Lalu apa yang kau lakukan padanya? Tanya Sulaiman AS. "Aku pergi ke tempat
yang Allah perintahkan kepadaku untuk mencabut nyawanya di sana. Ternyata
kudapati ia telah menungguku, lalu aku cabut nyawanya," Jawab Malakul-maut
enteng.
Nampaknya, Jalil Al-Qadri, terbang ke Índia
dengan maksud untuk menghindari malaikat pencabut nyawa, dan ternyata
hakikatnya, ia datang menjeput maut bersama sang malakul maut. Itulah yang
disitir dengan firman Allah, Sesungguhnya kamatian yang kamu lari daripadanya,
maka sesungguhnya kematian itu akan menemui kamu, kemudian kamu akan
dikembalikan kepada Allah, yang mengetahui yang gaib dan yang nyata, (QS.
Al-Jumu'ah: 8).
***
Tuhan, sang pemilik segalanya. Pencipta hidup dan
kematian. Alladzi khalaqal-maut wal-hayah (QS. Al-Mulk: 2) yang telah mengutus
kematian kepada para penindas dan orang-orang kuat nan perkasa. Memelintir
leher-leher mereka; mematahkan tulang punggung para raja; memadamkan harapan
dan aspirasi para pemilik pasukan, perusaan, negara, dan kekayaan dengan cara
mengakhiri hidup mereka, sukarela ataupun terpaksa.
Setiap orang-orang itu, merasa enggan menoleh
pada kematian, bahkan untuk sesaat pun. Tapi, ketika janji Tuhan tentang
kematian datang, mereka terlempar ke dalam lubang dan jatuh dari istana-istana
mereka yang tinggi, masuk ke dalam perut bumi. Mereka diangkat dari kasur-kasur
yang empuk, kamar berhawa dingin, tabung yang penuh oksigen dengan selang
menjulur ke lubang hidungnya, di bawah gemerlap lampu kristal, untuk
dilemparkan ke dalam kegelapan kuburan, (zhulumatul-qubr).
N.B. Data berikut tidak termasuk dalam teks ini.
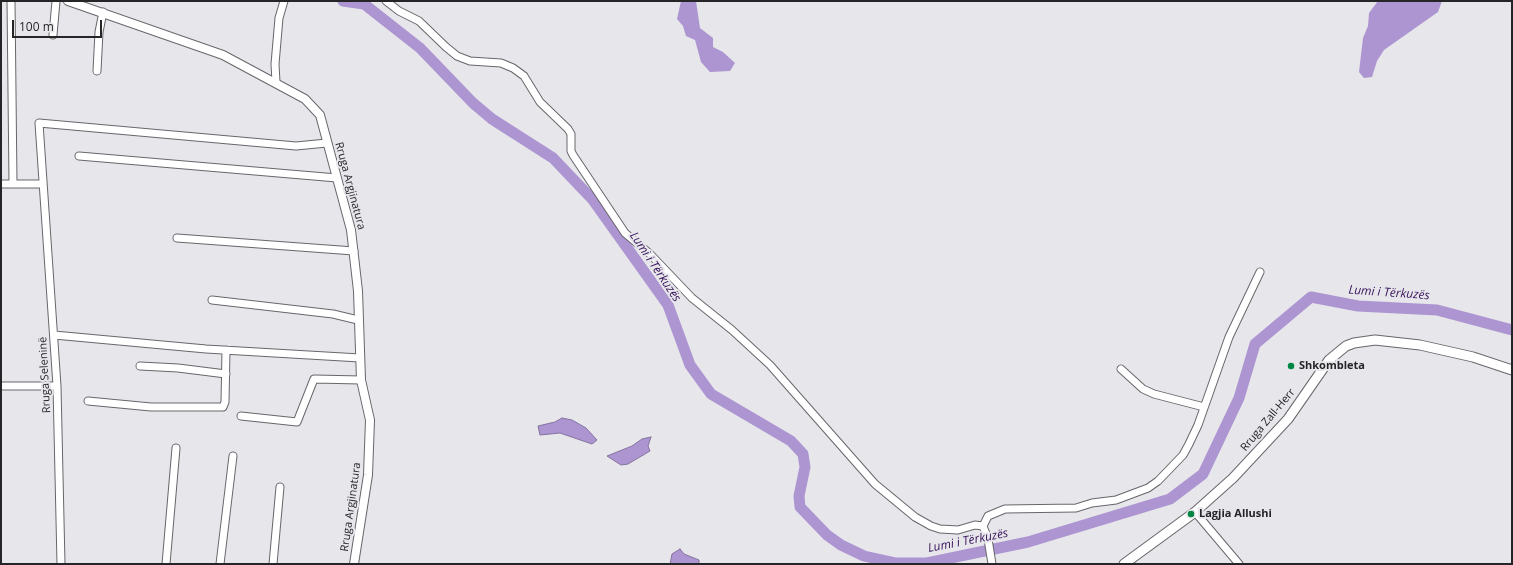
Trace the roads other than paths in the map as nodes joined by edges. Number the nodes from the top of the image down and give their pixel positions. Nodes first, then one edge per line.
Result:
1 (12, 1) edge
2 (56, 1) edge
3 (68, 1) edge
4 (284, 1) edge
5 (386, 1) edge
6 (103, 12) junction
7 (53, 35) dead end
8 (97, 71) dead end
9 (276, 82) junction
10 (327, 143) junction
11 (79, 156) dead end
12 (337, 178) junction
13 (1, 184) edge
14 (13, 184) junction
15 (42, 184) junction
16 (177, 238) dead end
17 (354, 251) junction
18 (1260, 272) dead end
19 (212, 300) dead end
20 (358, 320) junction
21 (54, 335) junction
22 (226, 350) junction
23 (360, 358) junction
24 (140, 366) dead end
25 (1121, 369) dead end
26 (1512, 370) edge
27 (226, 374) junction
28 (361, 380) junction
29 (1, 386) edge
30 (57, 386) junction
31 (88, 401) dead end
32 (1204, 407) junction
33 (241, 416) dead end
34 (176, 448) dead end
35 (233, 456) dead end
36 (280, 487) dead end
37 (1195, 512) junction
38 (983, 526) junction
39 (991, 562) edge
40 (1129, 563) edge
41 (61, 564) edge
42 (166, 564) edge
43 (220, 564) edge
44 (273, 564) edge
45 (354, 564) edge
46 (1239, 564) edge

1 - 14 street
2 - 7 street
3 - 6 street, Rruga Argjinatura
4 - 9 street
5 - 38 street
6 - 8 street
6 - 9 street, Rruga Argjinatura
9 - 10 street, Rruga Argjinatura
10 - 12 street, Rruga Argjinatura
10 - 15 street, Rruga Seleninë
11 - 12 street
12 - 17 street, Rruga Argjinatura
13 - 14 street
14 - 15 street
15 - 21 street, Rruga Seleninë
16 - 17 street
17 - 20 street, Rruga Argjinatura
18 - 32 street
19 - 20 street
20 - 23 street, Rruga Argjinatura
21 - 22 street
21 - 30 street, Rruga Seleninë
22 - 23 street
22 - 27 street
23 - 28 street, Rruga Argjinatura
24 - 27 street
25 - 32 street
26 - 37 main road, Rruga Zall-Herr
27 - 31 street
28 - 33 street
28 - 45 street, Rruga Argjinatura
29 - 30 street
30 - 41 street, Rruga Seleninë
32 - 38 street
34 - 42 street
35 - 43 street
36 - 44 street
37 - 40 main road, Rruga Zall-Herr
37 - 46 street
38 - 39 street

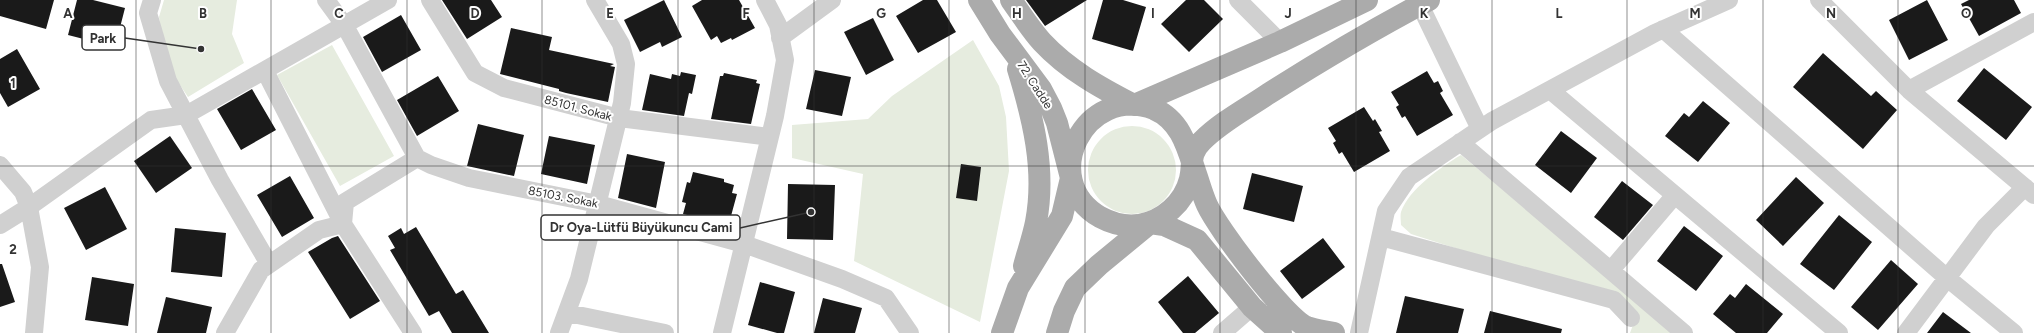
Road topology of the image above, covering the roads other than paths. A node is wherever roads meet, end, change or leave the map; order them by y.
1 (152, 0) edge
2 (326, 0) edge
3 (388, 0) edge
4 (430, 0) edge
5 (595, 0) edge
6 (765, 0) edge
7 (832, 0) edge
8 (979, 0) edge
9 (1011, 0) edge
10 (1238, 0) edge
11 (1367, 0) edge
12 (1729, 0) edge
13 (1819, 0) edge
14 (1425, 2) edge
15 (2034, 22) edge
16 (345, 26) junction
17 (1663, 29) junction
18 (780, 38) junction
19 (1280, 42) junction
20 (1012, 50) junction
21 (265, 71) junction
22 (1550, 90) junction
23 (1909, 90) junction
24 (1134, 105) junction
25 (186, 115) junction
26 (619, 118) junction
27 (1480, 129) junction
28 (770, 137) junction
29 (1460, 142) junction
30 (1191, 157) junction
31 (417, 158) junction
32 (0, 165) edge
33 (1071, 178) junction
34 (2029, 191) edge
35 (1675, 195) junction
36 (598, 204) junction
37 (29, 207) junction
38 (1150, 223) junction
39 (342, 224) junction
40 (0, 225) edge
41 (1381, 237) junction
42 (744, 244) junction
43 (269, 264) junction
44 (1611, 270) junction
45 (1946, 277) junction
46 (1018, 288) junction
47 (1252, 307) junction
48 (568, 313) junction
49 (1631, 318) dead end
50 (728, 331) edge
51 (34, 333) edge
52 (225, 333) edge
53 (413, 333) edge
54 (559, 333) edge
55 (665, 333) edge
56 (910, 333) edge
57 (1002, 333) edge
58 (1057, 333) edge
59 (1222, 333) edge
60 (1281, 333) edge
61 (1334, 333) edge
62 (1360, 333) edge
63 (1684, 333) edge
64 (1840, 333) edge
65 (1906, 333) edge
66 (2014, 333) edge

1 - 25 street
2 - 16 street
3 - 16 street
4 - 26 street, 85101. Sokak
5 - 26 street
6 - 18 street
7 - 18 street
8 - 20 main road, 72. Cadde
9 - 24 main road
10 - 19 street
11 - 19 main road
12 - 17 street
13 - 23 street
14 - 27 street
14 - 30 main road
15 - 23 street
16 - 21 street
16 - 31 street
17 - 22 street
17 - 45 street
18 - 28 street
19 - 24 main road
20 - 33 main road, 72. Cadde
20 - 46 main road
21 - 25 street
21 - 39 street
22 - 27 street
22 - 35 street
23 - 34 street
24 - 30 main road
24 - 33 main road
25 - 37 street
25 - 43 street
26 - 28 street, 85101. Sokak
26 - 36 street
27 - 29 street
28 - 42 street
29 - 41 street
29 - 44 street
30 - 38 main road
30 - 61 main road
31 - 36 street, 85103. Sokak
31 - 39 street
32 - 37 street
33 - 38 main road
33 - 46 main road
34 - 45 street
35 - 44 street
35 - 64 street
36 - 42 street, 85103. Sokak
36 - 48 street
37 - 40 street
37 - 51 street
38 - 47 main road
38 - 58 main road
39 - 43 street
39 - 53 street
41 - 49 street
41 - 62 street
42 - 50 street
42 - 56 street, 85103. Sokak
43 - 52 street
44 - 63 street
45 - 65 street
45 - 66 street
46 - 57 main road
47 - 59 street
47 - 60 main road
48 - 54 street
48 - 55 street

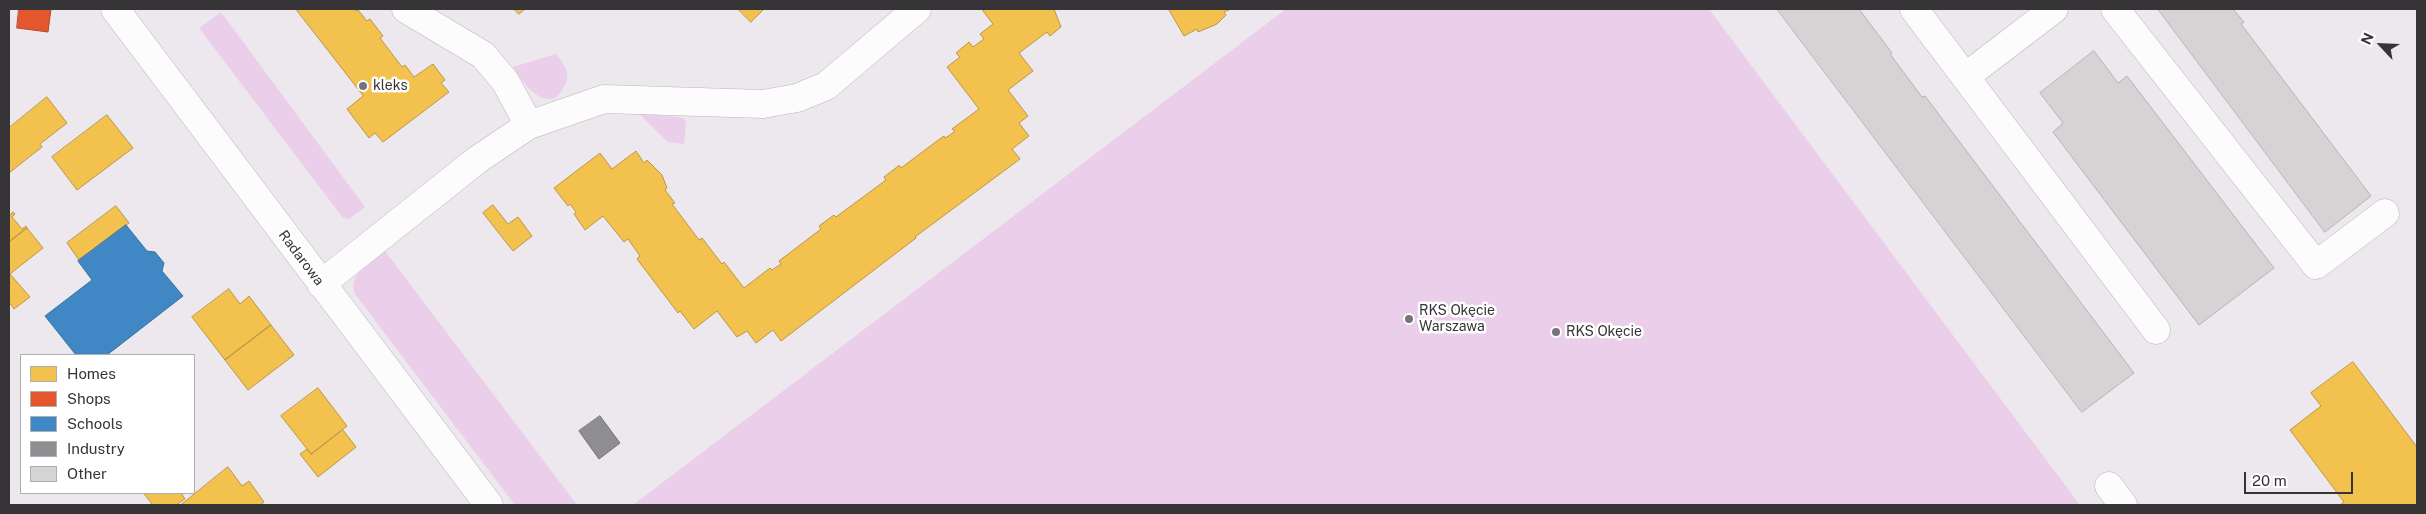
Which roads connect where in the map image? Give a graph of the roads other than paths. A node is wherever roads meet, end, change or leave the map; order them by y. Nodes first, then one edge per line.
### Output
1 (115, 9) edge
2 (406, 9) edge
3 (917, 9) edge
4 (1914, 9) edge
5 (2054, 9) edge
6 (2115, 9) edge
7 (1965, 77) junction
8 (529, 125) junction
9 (2385, 213) dead end
10 (321, 284) junction
11 (2156, 330) dead end
12 (489, 505) edge

1 - 10 street, Radarowa
2 - 8 street
3 - 8 street
4 - 7 street
5 - 7 street
6 - 9 street
7 - 11 street
8 - 10 street
10 - 12 street, Radarowa

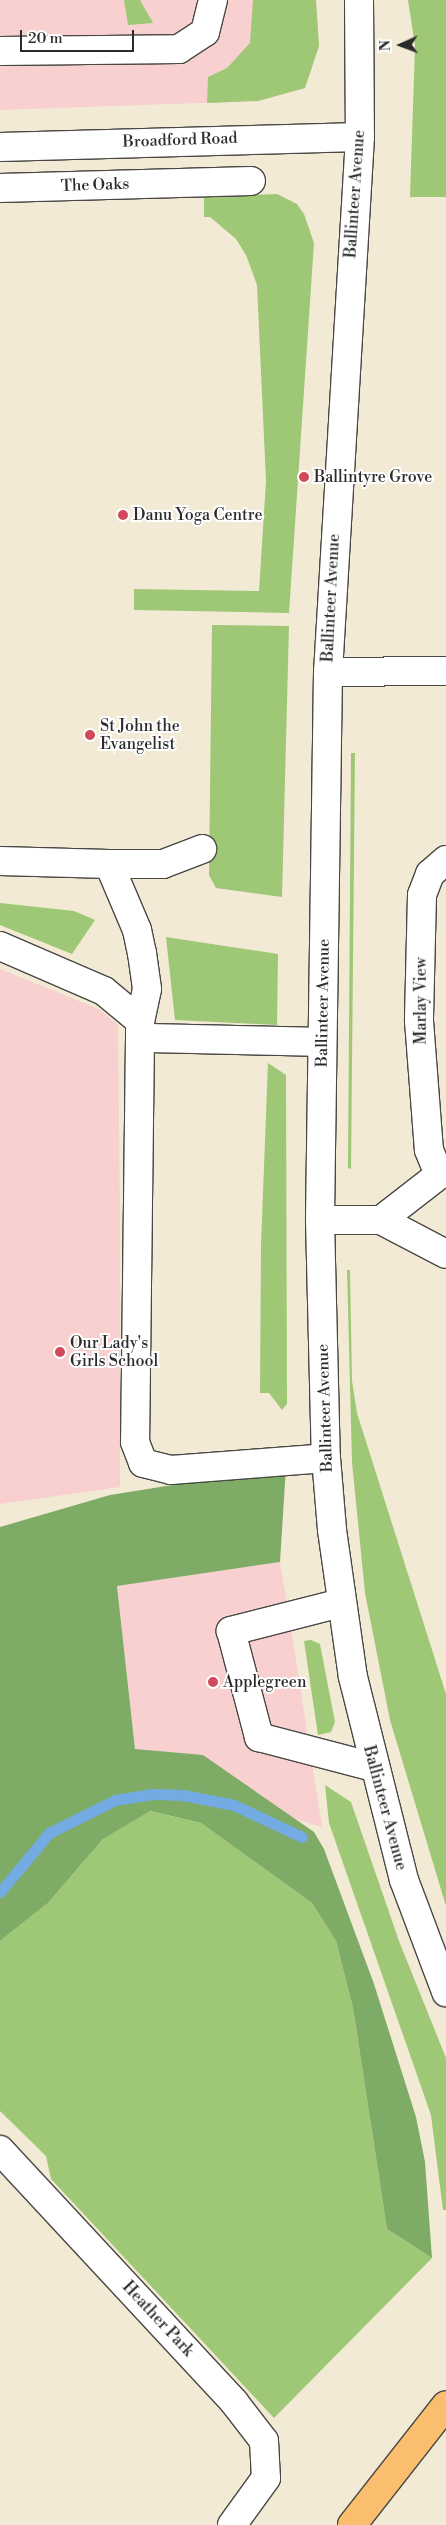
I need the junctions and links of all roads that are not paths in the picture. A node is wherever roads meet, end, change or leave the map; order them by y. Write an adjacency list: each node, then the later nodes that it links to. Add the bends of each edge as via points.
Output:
1 (213, 0): 3 (street, via 205,32 180,49)
2 (359, 0): 4 (street, Ballinteer Avenue)
3 (0, 51)
4 (360, 137): 5 (street, Broadford Road); 11 (street, Ballinteer Avenue)
5 (190, 140): 6 (street, Broadford Road); 8 (street)
6 (0, 147)
7 (251, 180): 8 (street, The Oaks)
8 (190, 182): 9 (street, The Oaks)
9 (0, 188)
10 (446, 671): 11 (street)
11 (328, 672): 18 (street, Ballinteer Avenue)
12 (202, 849): 15 (street, via 163,864)
13 (446, 860): 19 (street, Marlay View, via 430,874 422,895 419,1021)
14 (0, 861): 15 (street)
15 (109, 864): 17 (street, via 142,953 147,990)
16 (0, 946): 17 (street, via 104,990)
17 (140, 1029): 18 (street); 23 (street, via 135,1442 143,1463 171,1470)
18 (322, 1042): 20 (street, Ballinteer Avenue)
19 (437, 1150): 21 (street, Marlay View, via 439,1175)
20 (320, 1220): 21 (street); 23 (street, Ballinteer Avenue)
21 (380, 1220): 22 (street)
22 (446, 1254)
23 (326, 1458): 24 (street, Ballinteer Avenue)
24 (340, 1603): 25 (street, Ballinteer Avenue); 25 (street, via 231,1631 259,1737)
25 (373, 1767): 26 (street, Ballinteer Avenue, via 404,1880)
26 (446, 1992)
27 (0, 2150): 29 (street, Heather Park, via 227,2395 264,2441 266,2478)
28 (446, 2405): 30 (main road)
29 (240, 2515)
30 (352, 2525)

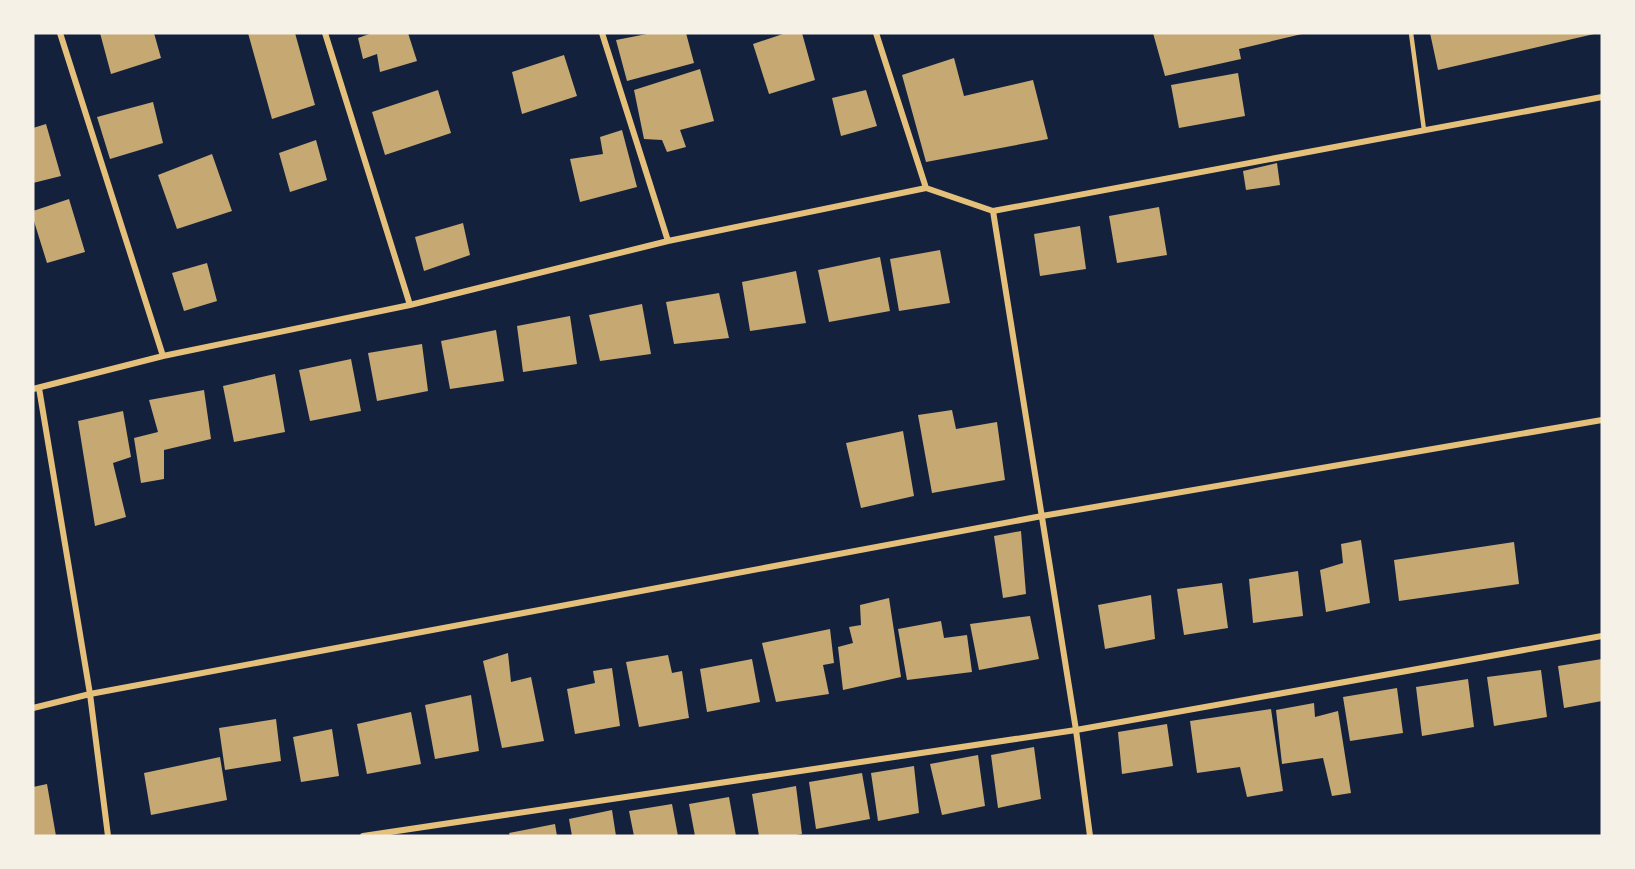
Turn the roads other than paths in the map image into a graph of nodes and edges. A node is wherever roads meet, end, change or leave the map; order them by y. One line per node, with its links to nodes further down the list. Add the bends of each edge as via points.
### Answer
1 (60, 33): 12 (street)
2 (325, 33): 11 (street)
3 (602, 33): 10 (street)
4 (876, 33): 8 (street)
5 (1412, 33): 7 (lane)
6 (1602, 97): 7 (street)
7 (1424, 130): 9 (street)
8 (926, 188): 9 (street); 10 (street)
9 (993, 211): 15 (street)
10 (668, 241): 11 (street)
11 (410, 305): 12 (street)
12 (163, 356): 13 (street)
13 (36, 388): 17 (street)
14 (1602, 420): 15 (street)
15 (1042, 516): 17 (street); 19 (street)
16 (1602, 636): 19 (street)
17 (90, 694): 18 (street); 20 (street)
18 (33, 708)
19 (1076, 730): 21 (street); 22 (street)
20 (108, 836)
21 (363, 836)
22 (1090, 836)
Di antara mereka, ada yang sedang berasyik-masyuk
dengan para harem dan gundik cantik, centil, nan jelita, ketika tiba-tiba
diserahkan kepada cacing-cacing, belatung, dan serangga. Alih-alih menikmati
makanan dan minuman terlezat, mereka malah bermandikan debu, menjadi tahaman
yang kesepian tanpa seorang pun teman.
Karena kematian tak dapat dielakkan, karena
setiap orang harus menyatu dengan tanah dan berkumpul dengan cacing, karena
setiap orang harus menghadapi Mungkar dan Nakir--dua malailat mengintrogasi
manusia di alam kubur, karena setiap orang harus terbaring di bawah tanah untuk
waktu yang lama, maka setiap orang pastilah akan mengalami dahsyatnya ajal.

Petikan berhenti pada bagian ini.